Yea! Hope and despondency, pleasure and pain,
Are mingled together in sun-shine and rain;
And the smile and the tear, and the song and the dirge,
Still follow each other, like surge upon surge.

'Tis the wink of an eye, 'tis the draught of a breath,
From the blossoms of health, to the paleness of death.
From the gilded saloon, to the bier and the shroud
Oh, why should the spirit of mortal be proud!

When Lincoln finished, the room was still. "I know that for myself," Lois Newhall recalled, "I was so impressed with the poem that I felt more like crying than talking." She asked, "Mr. Lincoln, who wrote that?" He told her he didn't know, but that if she liked, he would write out a copy of the poem for her. She was eating pancakes the next morning when she felt something behind her. A great big hand came around her left side and covered hers. Then, with his other hand, Lincoln laid a long piece of blue paper beside her.

III. Transcendence

In his mid-forties the dark soil of Lincoln's melancholy began to yield fruit. When he threw himself into the fight against the extension of slavery, the same qualities that had long brought him so much trouble played a defining role. The suffering he had endured lent him clarity and conviction, creative skills in the face of adversity, and a faithful humility that helped him guide the nation through its greatest peril.
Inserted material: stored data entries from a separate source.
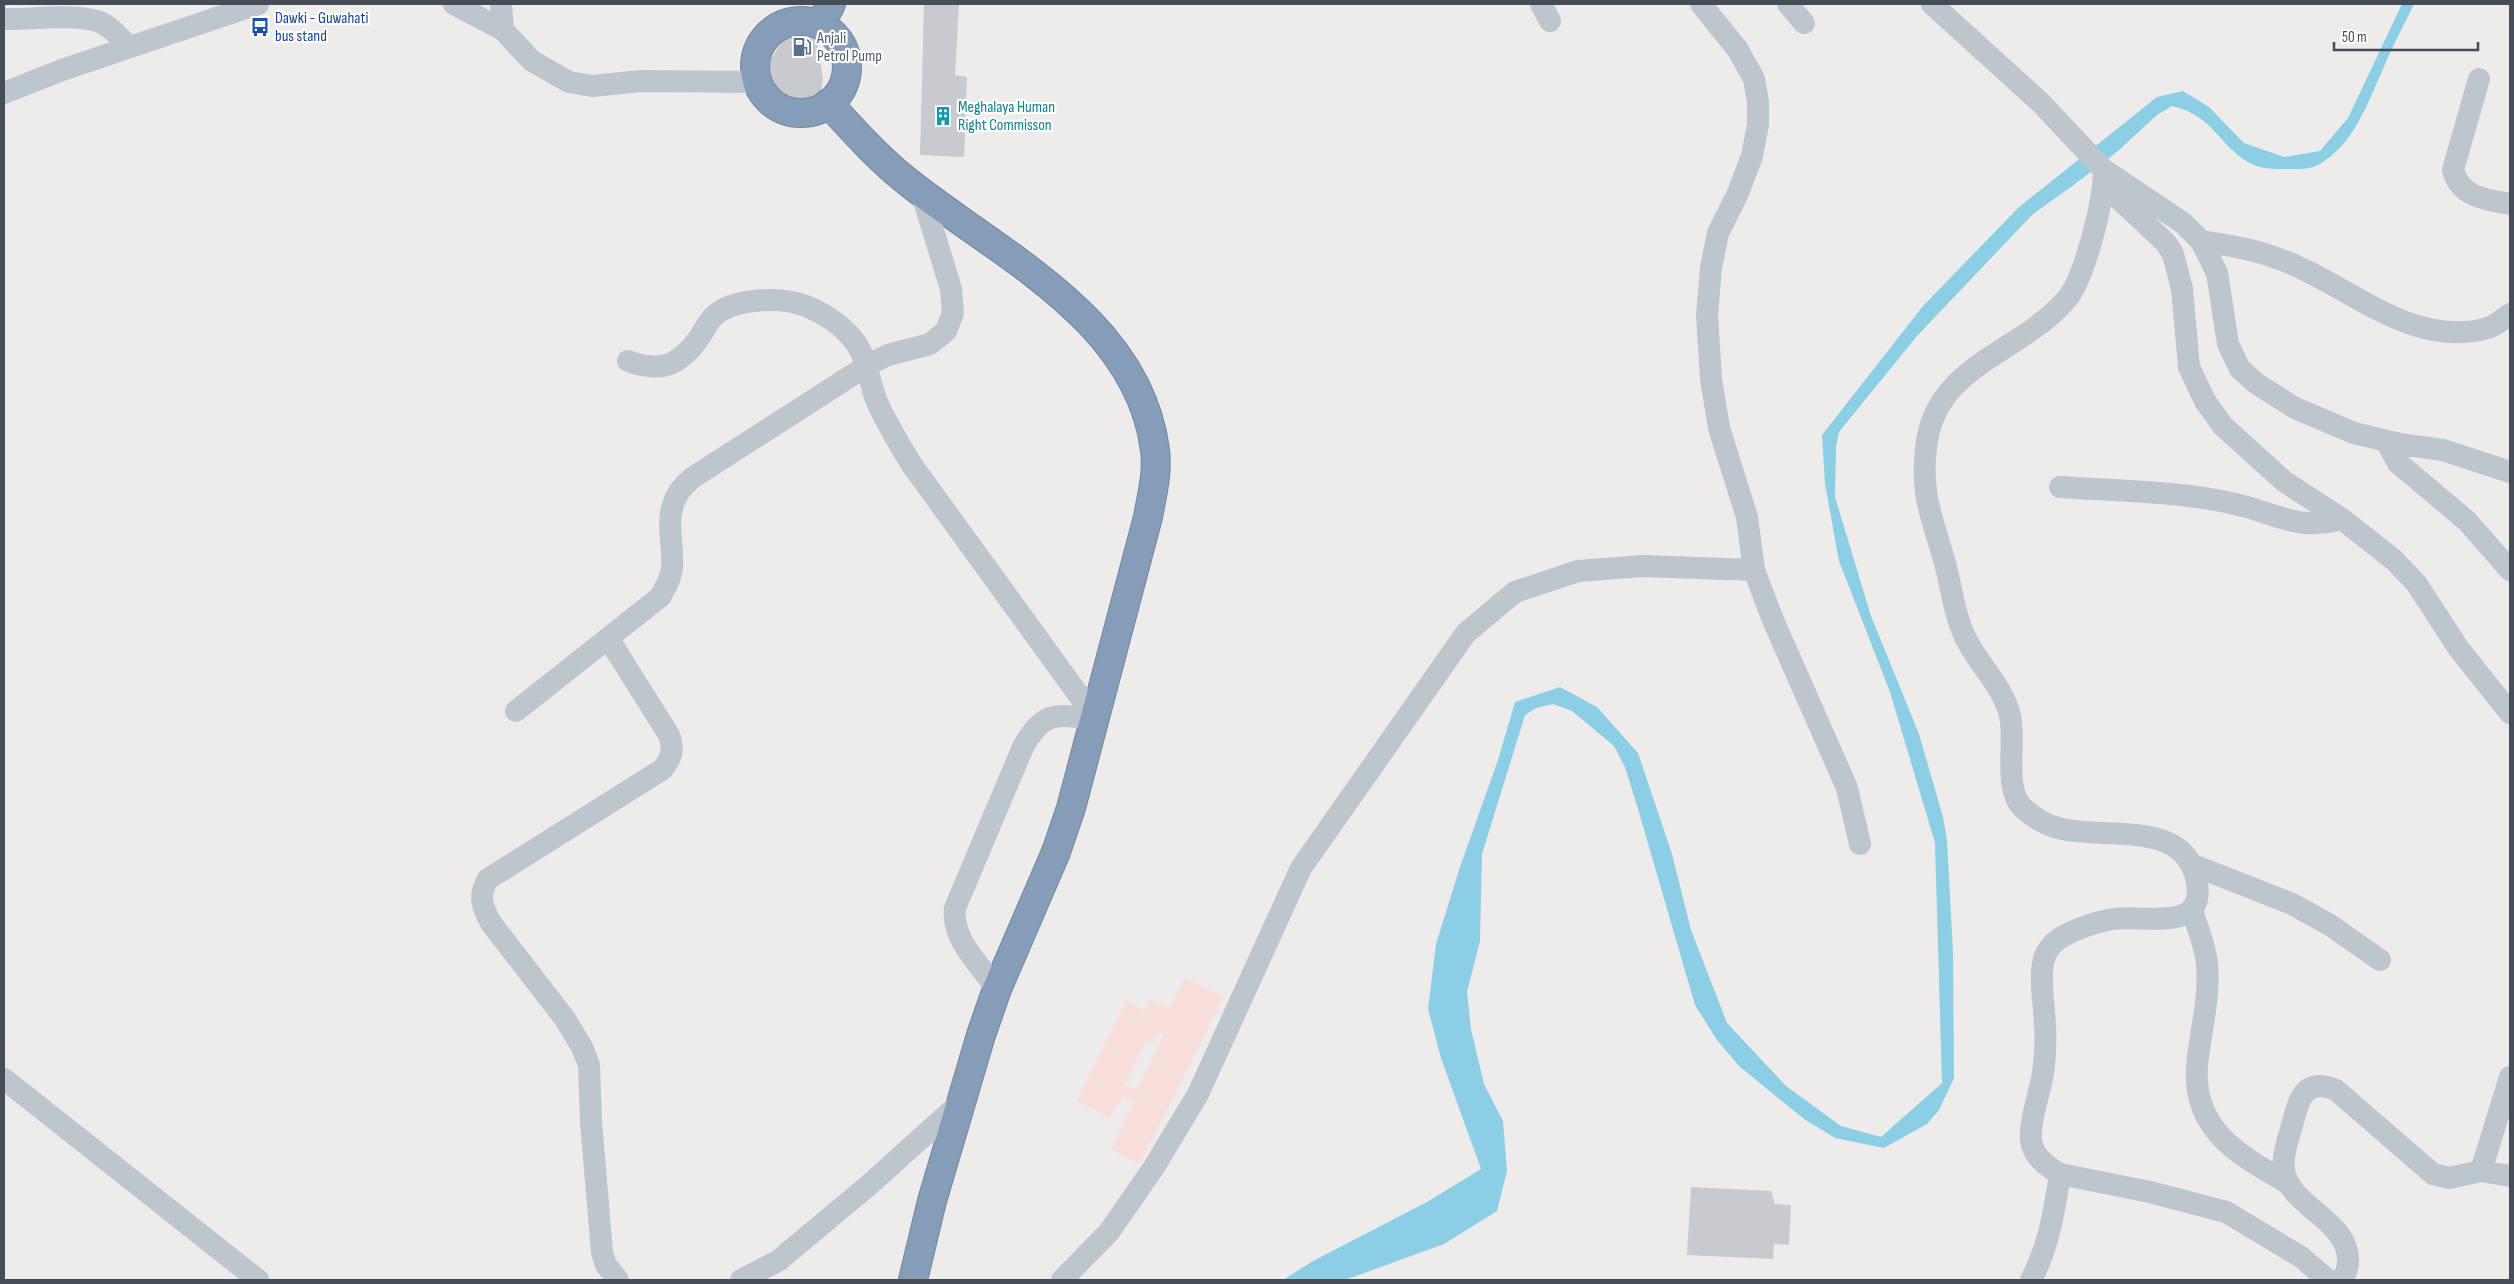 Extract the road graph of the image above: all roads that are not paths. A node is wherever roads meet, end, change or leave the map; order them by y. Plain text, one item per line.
1 (258, 4) edge
2 (454, 4) edge
3 (501, 4) edge
4 (1700, 4) edge
5 (1788, 4) edge
6 (1932, 4) edge
7 (825, 14) edge
8 (4, 19) edge
9 (1804, 23) dead end
10 (503, 30) junction
11 (130, 47) junction
12 (2479, 79) dead end
13 (757, 82) junction
14 (4, 93) edge
15 (828, 103) junction
16 (2104, 170) junction
17 (921, 191) junction
18 (2510, 204) edge
19 (2201, 241) junction
20 (2510, 314) edge
21 (628, 361) dead end
22 (868, 365) junction
23 (2386, 441) junction
24 (2510, 472) edge
25 (2060, 487) dead end
26 (2342, 519) junction
27 (1754, 570) junction
28 (2510, 570) edge
29 (608, 638) junction
30 (516, 711) dead end
31 (2510, 713) edge
32 (1096, 719) junction
33 (1860, 844) dead end
34 (2193, 866) junction
35 (2192, 910) junction
36 (2380, 960) dead end
37 (997, 989) junction
38 (2510, 1077) edge
39 (4, 1079) edge
40 (959, 1104) junction
41 (2481, 1171) junction
42 (2060, 1174) junction
43 (2510, 1176) edge
44 (2288, 1183) junction
45 (258, 1280) edge
46 (618, 1280) edge
47 (741, 1280) edge
48 (913, 1280) edge
49 (1062, 1280) edge
50 (2031, 1280) edge
51 (2328, 1280) edge
52 (2343, 1280) edge

1 - 11 street
2 - 10 street
3 - 10 street
4 - 27 street
5 - 9 street
6 - 16 street
7 - 13 highway
7 - 15 highway
8 - 11 street
10 - 13 street
11 - 14 street
12 - 18 street
13 - 15 highway
15 - 17 highway
16 - 19 street
16 - 26 street
16 - 34 street
17 - 22 street
17 - 32 highway
19 - 20 street
19 - 23 street
21 - 22 street
22 - 29 street
22 - 32 street
23 - 24 street
23 - 28 street
25 - 26 street
26 - 31 street
27 - 33 street
27 - 49 street
29 - 30 street
29 - 46 street
32 - 37 highway
32 - 37 street
34 - 35 street
34 - 36 street
35 - 42 street
35 - 44 street
37 - 40 highway
38 - 41 street
39 - 45 street
40 - 47 street
40 - 48 highway
41 - 43 street
41 - 44 street
42 - 50 street
42 - 51 street
44 - 52 street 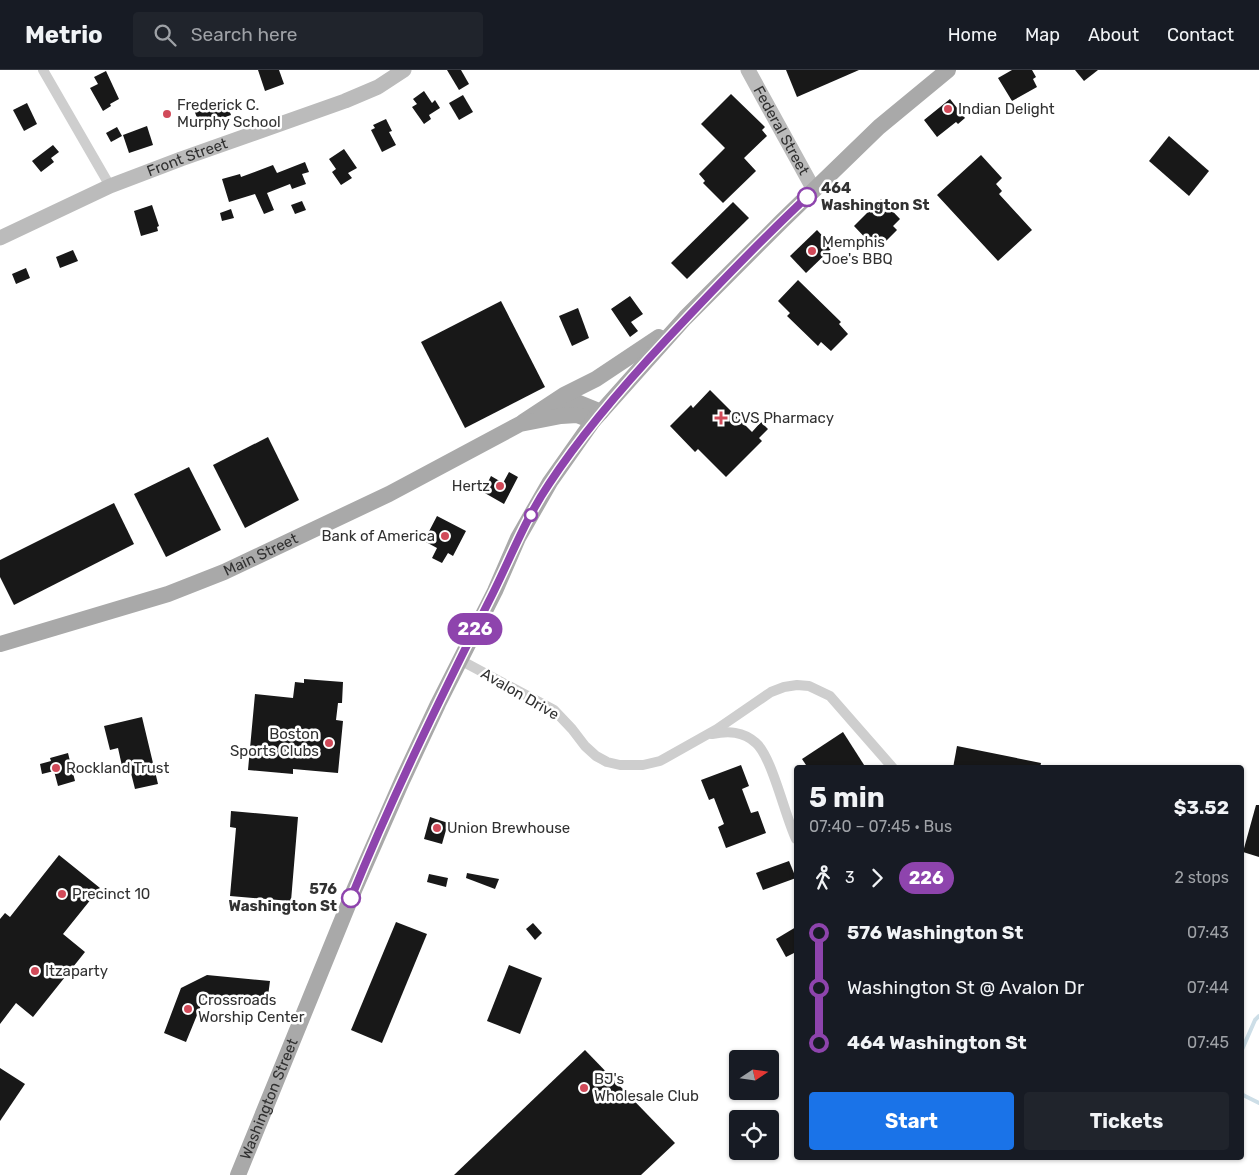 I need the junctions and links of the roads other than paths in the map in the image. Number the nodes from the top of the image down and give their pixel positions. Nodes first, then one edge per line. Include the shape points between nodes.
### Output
1 (43, 70) edge
2 (404, 70) edge
3 (748, 70) edge
4 (948, 70) edge
5 (110, 186) junction
6 (814, 190) junction
7 (0, 238) edge
8 (686, 318) junction
9 (552, 402) junction
10 (597, 417) junction
11 (520, 424) junction
12 (0, 644) edge
13 (460, 660) junction
14 (706, 735) junction
15 (890, 765) edge
16 (794, 835) edge
17 (238, 1175) edge

1 - 5 street
2 - 5 street, Front Street via 378,87 345,101
3 - 6 street, Federal Street
4 - 6 main road, Washington Street via 880,127
5 - 7 street, Front Street
6 - 8 main road, Washington Street
8 - 9 main road via 596,379
8 - 10 main road, Washington Street
9 - 10 main road via 574,400
9 - 11 main road
10 - 11 main road, Main Street via 561,416
10 - 13 main road, Washington Street via 539,499
11 - 12 main road, Main Street via 389,494 224,572 168,594
13 - 14 street, Avalon Drive via 554,710 585,746 608,762 633,765 660,761
13 - 17 main road, Washington Street via 355,888
14 - 15 street, Avalon Drive via 771,692 784,687 809,686 830,696
14 - 16 street, Avalon Drive via 738,732 756,742 768,762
clarity. Some people, William Herndon observed, see the world "ornamented with beauty, life, and action; and hence more or less false and inexact." Lincoln, on the other hand, "crushed the unreal, the inexact, the hollow, and the sham"—Everything came to him in its precise shape and color." Such keen vision often brought Lincoln pain; being able to look troubling reality straight in the eye also proved a great strength.